▸ **REQUIRED WORK**: Print, exactly and completely, every entry in the data.

▸ **DATA PROVIDED**:

=======

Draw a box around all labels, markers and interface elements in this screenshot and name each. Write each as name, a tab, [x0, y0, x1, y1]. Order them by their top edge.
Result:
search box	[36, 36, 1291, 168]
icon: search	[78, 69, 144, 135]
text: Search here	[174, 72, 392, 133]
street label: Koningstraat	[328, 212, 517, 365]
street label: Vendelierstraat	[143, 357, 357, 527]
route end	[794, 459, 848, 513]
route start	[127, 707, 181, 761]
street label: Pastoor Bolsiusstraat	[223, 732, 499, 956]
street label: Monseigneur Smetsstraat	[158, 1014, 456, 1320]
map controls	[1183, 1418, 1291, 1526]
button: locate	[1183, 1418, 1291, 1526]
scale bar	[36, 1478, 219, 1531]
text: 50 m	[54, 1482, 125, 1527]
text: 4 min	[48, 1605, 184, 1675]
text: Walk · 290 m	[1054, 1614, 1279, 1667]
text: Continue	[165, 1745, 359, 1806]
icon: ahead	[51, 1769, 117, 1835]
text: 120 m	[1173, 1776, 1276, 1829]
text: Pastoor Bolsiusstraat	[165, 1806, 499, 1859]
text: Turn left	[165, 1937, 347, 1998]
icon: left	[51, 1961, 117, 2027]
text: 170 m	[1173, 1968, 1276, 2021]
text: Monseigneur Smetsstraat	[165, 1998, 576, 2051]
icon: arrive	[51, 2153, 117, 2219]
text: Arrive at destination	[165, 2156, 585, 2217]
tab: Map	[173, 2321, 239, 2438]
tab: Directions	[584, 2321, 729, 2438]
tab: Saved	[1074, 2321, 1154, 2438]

=======

▸ **TASK RESPONSE**:
Draw a box around all labels, markers and interface elements in this screenshot and name each. Write each as name, a tab, [x0, y0, x1, y1]. Order them by their top edge.
Result:
search box	[36, 36, 1291, 168]
icon: search	[78, 69, 144, 135]
text: Search here	[174, 72, 392, 133]
street label: Koningstraat	[328, 212, 517, 365]
street label: Vendelierstraat	[143, 357, 357, 527]
route end	[794, 459, 848, 513]
route start	[127, 707, 181, 761]
street label: Pastoor Bolsiusstraat	[223, 732, 499, 956]
street label: Monseigneur Smetsstraat	[158, 1014, 456, 1320]
map controls	[1183, 1418, 1291, 1526]
button: locate	[1183, 1418, 1291, 1526]
scale bar	[36, 1478, 219, 1531]
text: 50 m	[54, 1482, 125, 1527]
text: 4 min	[48, 1605, 184, 1675]
text: Walk · 290 m	[1054, 1614, 1279, 1667]
text: Continue	[165, 1745, 359, 1806]
icon: ahead	[51, 1769, 117, 1835]
text: 120 m	[1173, 1776, 1276, 1829]
text: Pastoor Bolsiusstraat	[165, 1806, 499, 1859]
text: Turn left	[165, 1937, 347, 1998]
icon: left	[51, 1961, 117, 2027]
text: 170 m	[1173, 1968, 1276, 2021]
text: Monseigneur Smetsstraat	[165, 1998, 576, 2051]
icon: arrive	[51, 2153, 117, 2219]
text: Arrive at destination	[165, 2156, 585, 2217]
tab: Map	[173, 2321, 239, 2438]
tab: Directions	[584, 2321, 729, 2438]
tab: Saved	[1074, 2321, 1154, 2438]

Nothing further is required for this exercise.